It’s apparently not enough for George W. Bush to have taken the words “freedom,” “liberty,” and “democracy,” and perverted their meanings beyond any recognizable definition. His latest lexical transformation targets nothing less than “life” itself.
The president has been on the stump touting the “culture of life” and we can cheerily look forward to being saturated by the term for the indefinite future. The death of Pope John Paul II provided Bush both an occasion to hail the phrase’s progenitor and a political opportunity to “stay on message.”
What is that message? According to Bush, it is a culture “in which the strong protect the weak.” It’s tempting to suggest that “protect” here means something akin to “feast on the vanquished flesh of.” But perhaps it’s wiser to take Bush’s meaning at face value, and note that his usage precludes the possibility of empowering the weak. The unspoken assumption is that the strong must continue to be strong and, more significant, that the weak must continue to be kept weak.
The administration’s proposed budget spelled the logic out clearly. Strengthen the strong—tax cuts for the rich and budget increases for their military “protectors.” Weaken the weak—budget cuts to education, housing subsidies and other social services.
It should be no surprise then that a “culture of the-opposite-of-life” surrounds us. For example, take a look at our schools. March brought another school shooting, this time on an Indian reservation where 39 percent of the population live below the poverty line. That the tragedy was widely reported, and duly catalogued, as “the worst school shooting since Columbine,” speaks volumes about how adept we’ve become in normalizing such violent outbursts.
As for our military protectors, on March 25, the ACLU released 1,200 pages of documents obtained from the Pentagon revealing the widespread use of torture in Iraq. Disobeying a court order, the Bush administration delayed the documents’ release until late on a Friday night—the better to bury the sordid story in the Saturday news hole. The documents included such life-affirming revelations as the breaking of a teenage detainee’s jaw and superior officers ordering soldiers to “beat the fuck out of” prisoners.
But, surely our statesmen spouting the “culture of life” must be exemplars of that value? Men like Sen. John Cornyn (R-Texas), who recently pondered the “connection” between the recent “spate of courthouse violence” and “unaccountable” judges “making political decisions.” Granted, Cornyn didn’t know for certain “if there is a cause-and-effect connection.” He was just positing the notion, tentatively, in a spirit of free and nitwitted inquiry.
Such examples, however, are somewhat disingenuous. Proponents of a “culture of life” have one main concern (aside from homosexuals) in both culture and life: babies. Not the ones that are actually born, mind you. Advocates of “life” say nothing about the fact that the United States now ranks 42nd in the world in infant mortality, two spots below Cuba.
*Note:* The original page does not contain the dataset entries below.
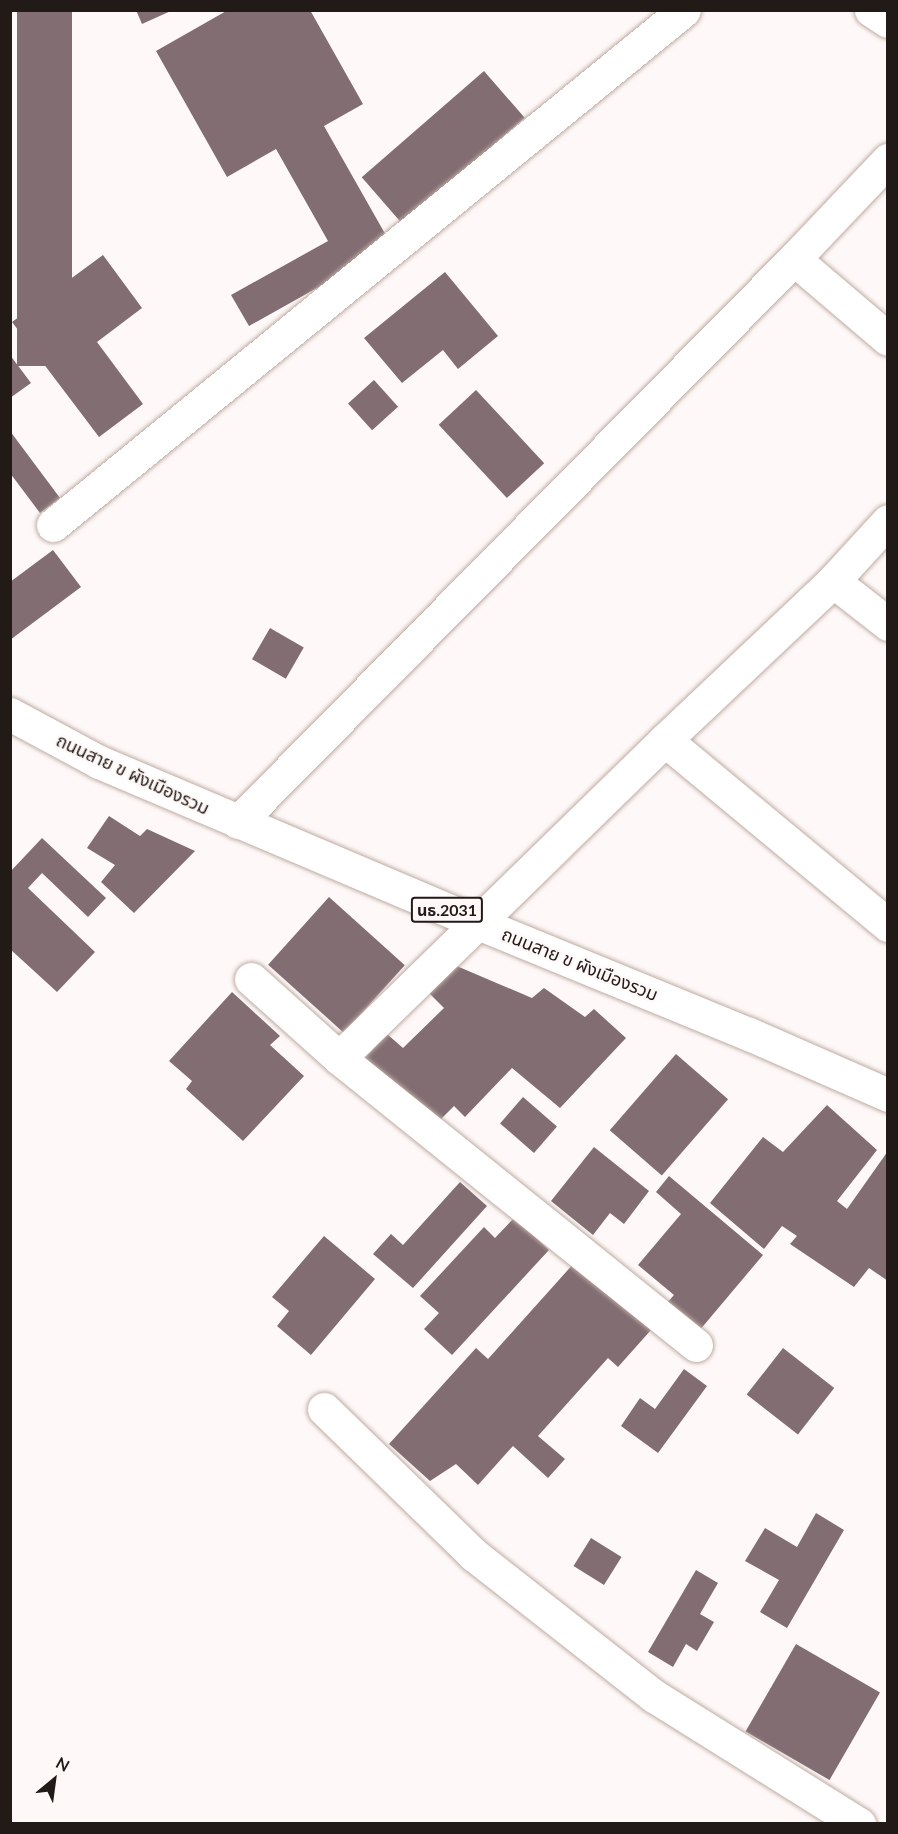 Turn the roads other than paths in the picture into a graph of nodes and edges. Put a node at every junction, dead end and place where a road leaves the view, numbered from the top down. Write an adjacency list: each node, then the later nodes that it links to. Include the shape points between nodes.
1 (684, 10): 8 (street)
2 (871, 10): 3 (street)
3 (888, 21)
4 (888, 160): 5 (street)
5 (794, 259): 6 (street); 13 (street)
6 (888, 339)
7 (888, 521): 9 (street)
8 (53, 525)
9 (833, 581): 10 (street); 12 (street)
10 (888, 624)
11 (10, 714): 13 (street, ถนนสาย ข ผังเมืองรวม / นธ.2031, via 99,762)
12 (664, 741): 14 (street); 15 (street)
13 (238, 822): 14 (street, ถนนสาย ข ผังเมืองรวม / นธ.2031)
14 (478, 923): 17 (street); 18 (street, ถนนสาย ข ผังเมืองรวม / นธ.2031)
15 (888, 925)
16 (251, 979): 17 (street)
17 (339, 1058): 19 (street)
18 (888, 1095)
19 (696, 1345)
20 (324, 1409): 21 (street, via 474,1555 654,1696)
21 (859, 1824)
The reason for their silence is simple. To change the U.S. infant mortality rate would require granting the right to universal healthcare to the already born who actually can (and rightfully do) assert that right. It’s no coincidence that the only subjects to whom the Republicans willingly grant rights are those whose voices they can ventriloquize—fetuses and the unfortunate Terri Schiavo.
In both cases, the concerned parties—respectively, pregnant women and Michael Schiavo—who actually can claim rights, such as the right not to have their bodies legislated or the right of the spouse as next-of-kin to honor a loved one’s wishes, are dismissed by Republicans.
Thus, in the name of protecting the helpless, Republican policies seek to make nearly everyone helpless. Those of us who still have a voice must strongly protest: When we’re told they’re giving us liberty, what they’re really giving us is death.